::: Exercise data

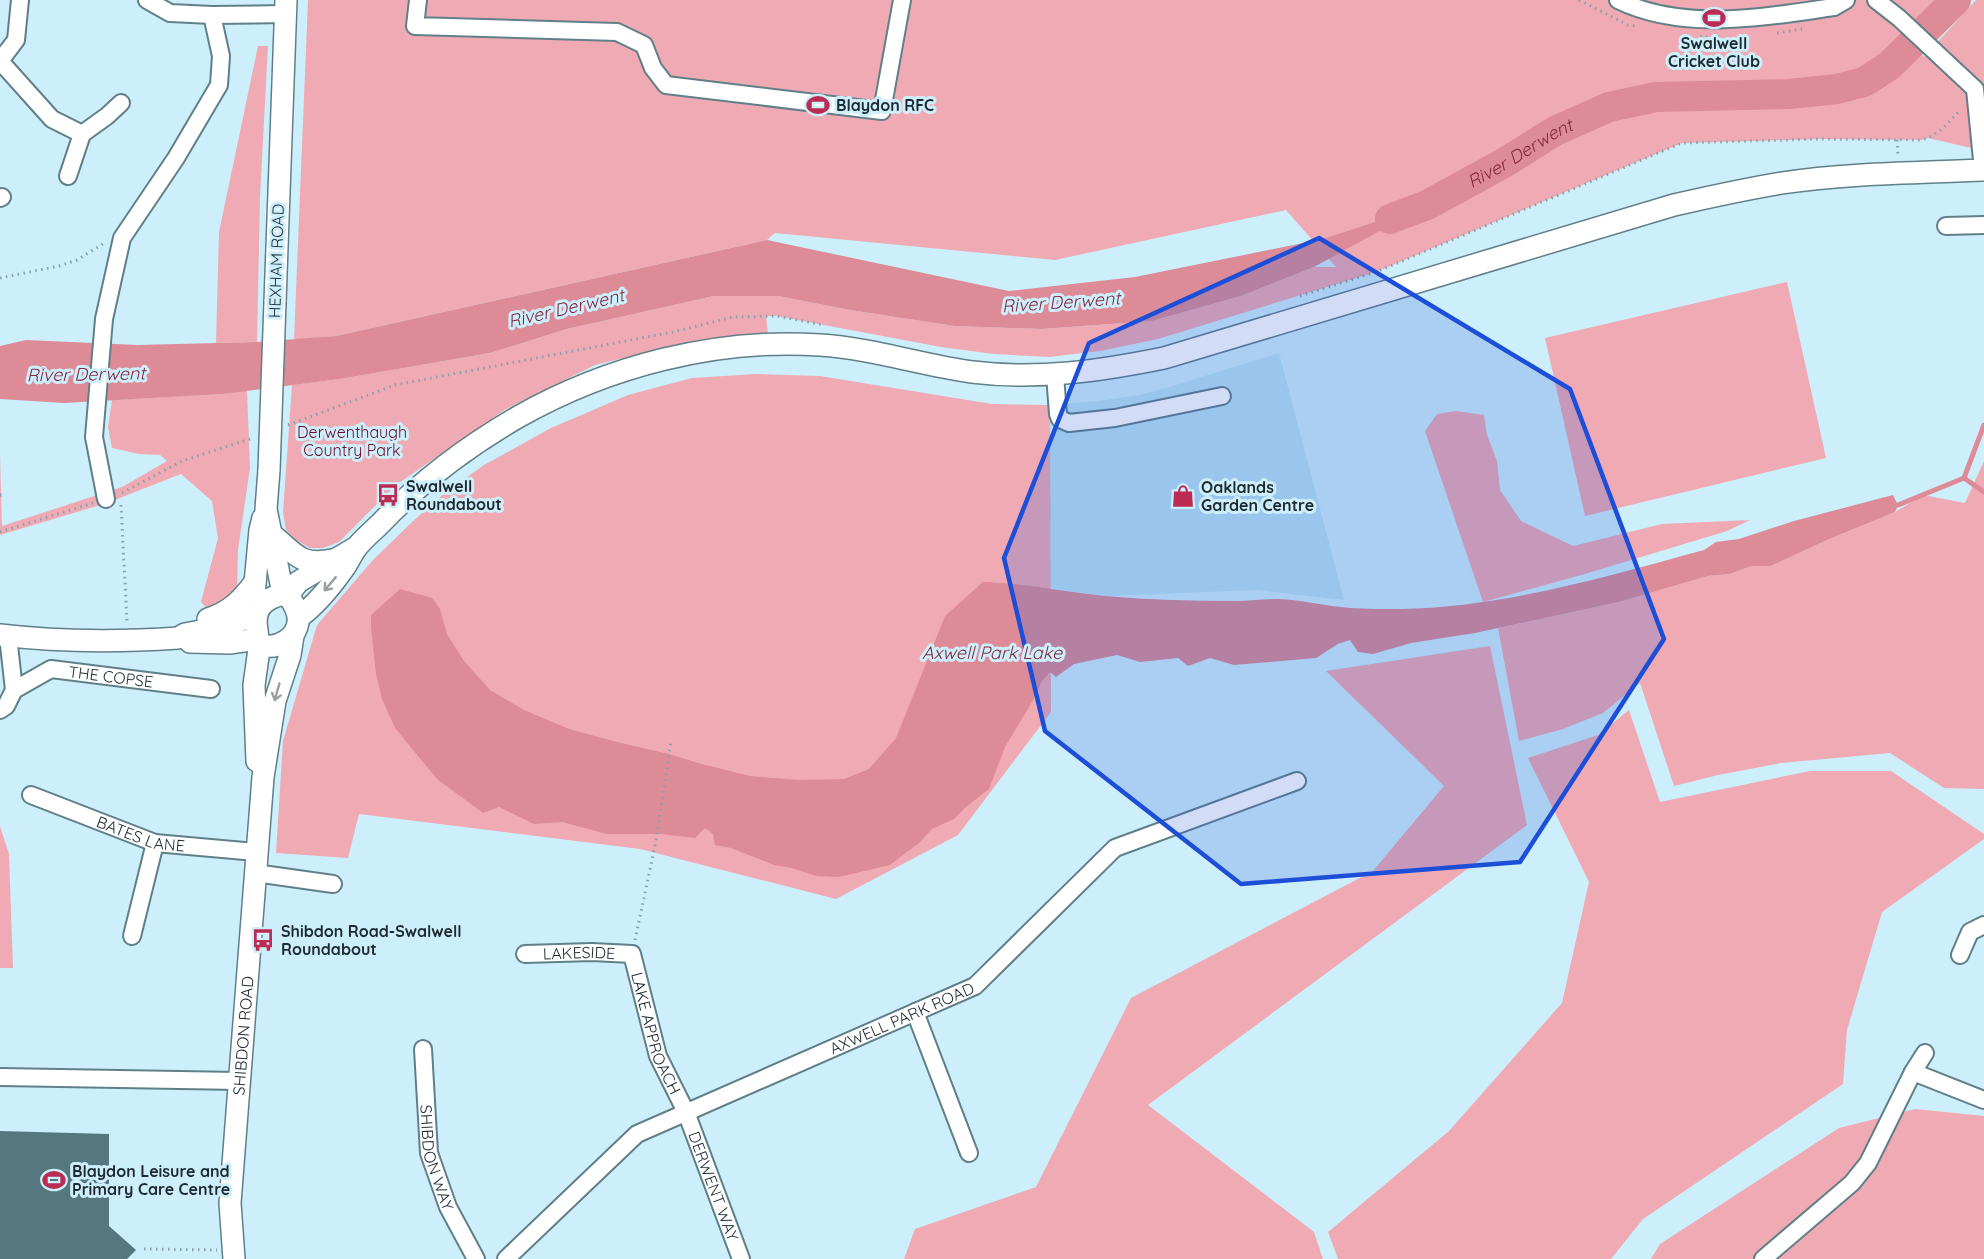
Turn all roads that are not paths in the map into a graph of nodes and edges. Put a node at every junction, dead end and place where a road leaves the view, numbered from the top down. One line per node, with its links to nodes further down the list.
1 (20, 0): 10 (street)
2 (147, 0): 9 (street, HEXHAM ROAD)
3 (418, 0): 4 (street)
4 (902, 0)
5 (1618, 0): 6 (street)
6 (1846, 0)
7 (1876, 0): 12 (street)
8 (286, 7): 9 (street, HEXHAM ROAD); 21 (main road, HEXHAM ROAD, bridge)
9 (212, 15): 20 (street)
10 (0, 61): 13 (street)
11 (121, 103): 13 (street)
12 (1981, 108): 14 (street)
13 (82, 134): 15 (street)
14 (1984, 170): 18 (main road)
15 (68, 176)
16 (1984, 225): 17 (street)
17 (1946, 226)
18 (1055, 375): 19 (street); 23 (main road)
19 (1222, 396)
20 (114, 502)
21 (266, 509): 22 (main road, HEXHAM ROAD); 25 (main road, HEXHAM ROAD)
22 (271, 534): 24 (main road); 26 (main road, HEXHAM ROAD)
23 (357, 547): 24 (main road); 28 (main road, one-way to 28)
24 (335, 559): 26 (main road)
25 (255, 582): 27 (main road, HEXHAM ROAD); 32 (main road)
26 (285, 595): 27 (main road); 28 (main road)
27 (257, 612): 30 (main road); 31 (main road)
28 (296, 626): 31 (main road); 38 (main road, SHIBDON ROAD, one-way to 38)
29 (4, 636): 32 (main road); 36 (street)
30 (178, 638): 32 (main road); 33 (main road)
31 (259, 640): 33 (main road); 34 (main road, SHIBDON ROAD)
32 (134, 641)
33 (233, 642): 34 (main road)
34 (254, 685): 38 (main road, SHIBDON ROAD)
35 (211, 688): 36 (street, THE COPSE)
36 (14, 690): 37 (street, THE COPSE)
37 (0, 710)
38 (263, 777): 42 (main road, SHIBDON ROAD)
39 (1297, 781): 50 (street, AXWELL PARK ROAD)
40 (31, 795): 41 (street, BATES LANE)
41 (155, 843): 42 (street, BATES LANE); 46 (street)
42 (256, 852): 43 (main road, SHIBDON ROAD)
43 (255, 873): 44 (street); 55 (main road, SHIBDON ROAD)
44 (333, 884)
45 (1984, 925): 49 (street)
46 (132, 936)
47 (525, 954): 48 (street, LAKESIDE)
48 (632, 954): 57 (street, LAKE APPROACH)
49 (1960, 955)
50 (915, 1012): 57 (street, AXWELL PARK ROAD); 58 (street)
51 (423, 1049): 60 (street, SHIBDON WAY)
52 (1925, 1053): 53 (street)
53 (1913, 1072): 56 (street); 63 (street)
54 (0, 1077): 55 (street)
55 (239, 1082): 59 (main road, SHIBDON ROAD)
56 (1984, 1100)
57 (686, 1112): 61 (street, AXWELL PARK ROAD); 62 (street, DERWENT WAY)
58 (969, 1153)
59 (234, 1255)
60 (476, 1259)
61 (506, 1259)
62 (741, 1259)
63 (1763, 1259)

::::::

▶ Problem description
Pictures stay out, and every line of the records is transcribed exactly.

▶ Reply to the exercise
Turn all roads that are not paths in the map into a graph of nodes and edges. Put a node at every junction, dead end and place where a road leaves the view, numbered from the top down. One line per node, with its links to nodes further down the list.
1 (20, 0): 10 (street)
2 (147, 0): 9 (street, HEXHAM ROAD)
3 (418, 0): 4 (street)
4 (902, 0)
5 (1618, 0): 6 (street)
6 (1846, 0)
7 (1876, 0): 12 (street)
8 (286, 7): 9 (street, HEXHAM ROAD); 21 (main road, HEXHAM ROAD, bridge)
9 (212, 15): 20 (street)
10 (0, 61): 13 (street)
11 (121, 103): 13 (street)
12 (1981, 108): 14 (street)
13 (82, 134): 15 (street)
14 (1984, 170): 18 (main road)
15 (68, 176)
16 (1984, 225): 17 (street)
17 (1946, 226)
18 (1055, 375): 19 (street); 23 (main road)
19 (1222, 396)
20 (114, 502)
21 (266, 509): 22 (main road, HEXHAM ROAD); 25 (main road, HEXHAM ROAD)
22 (271, 534): 24 (main road); 26 (main road, HEXHAM ROAD)
23 (357, 547): 24 (main road); 28 (main road, one-way to 28)
24 (335, 559): 26 (main road)
25 (255, 582): 27 (main road, HEXHAM ROAD); 32 (main road)
26 (285, 595): 27 (main road); 28 (main road)
27 (257, 612): 30 (main road); 31 (main road)
28 (296, 626): 31 (main road); 38 (main road, SHIBDON ROAD, one-way to 38)
29 (4, 636): 32 (main road); 36 (street)
30 (178, 638): 32 (main road); 33 (main road)
31 (259, 640): 33 (main road); 34 (main road, SHIBDON ROAD)
32 (134, 641)
33 (233, 642): 34 (main road)
34 (254, 685): 38 (main road, SHIBDON ROAD)
35 (211, 688): 36 (street, THE COPSE)
36 (14, 690): 37 (street, THE COPSE)
37 (0, 710)
38 (263, 777): 42 (main road, SHIBDON ROAD)
39 (1297, 781): 50 (street, AXWELL PARK ROAD)
40 (31, 795): 41 (street, BATES LANE)
41 (155, 843): 42 (street, BATES LANE); 46 (street)
42 (256, 852): 43 (main road, SHIBDON ROAD)
43 (255, 873): 44 (street); 55 (main road, SHIBDON ROAD)
44 (333, 884)
45 (1984, 925): 49 (street)
46 (132, 936)
47 (525, 954): 48 (street, LAKESIDE)
48 (632, 954): 57 (street, LAKE APPROACH)
49 (1960, 955)
50 (915, 1012): 57 (street, AXWELL PARK ROAD); 58 (street)
51 (423, 1049): 60 (street, SHIBDON WAY)
52 (1925, 1053): 53 (street)
53 (1913, 1072): 56 (street); 63 (street)
54 (0, 1077): 55 (street)
55 (239, 1082): 59 (main road, SHIBDON ROAD)
56 (1984, 1100)
57 (686, 1112): 61 (street, AXWELL PARK ROAD); 62 (street, DERWENT WAY)
58 (969, 1153)
59 (234, 1255)
60 (476, 1259)
61 (506, 1259)
62 (741, 1259)
63 (1763, 1259)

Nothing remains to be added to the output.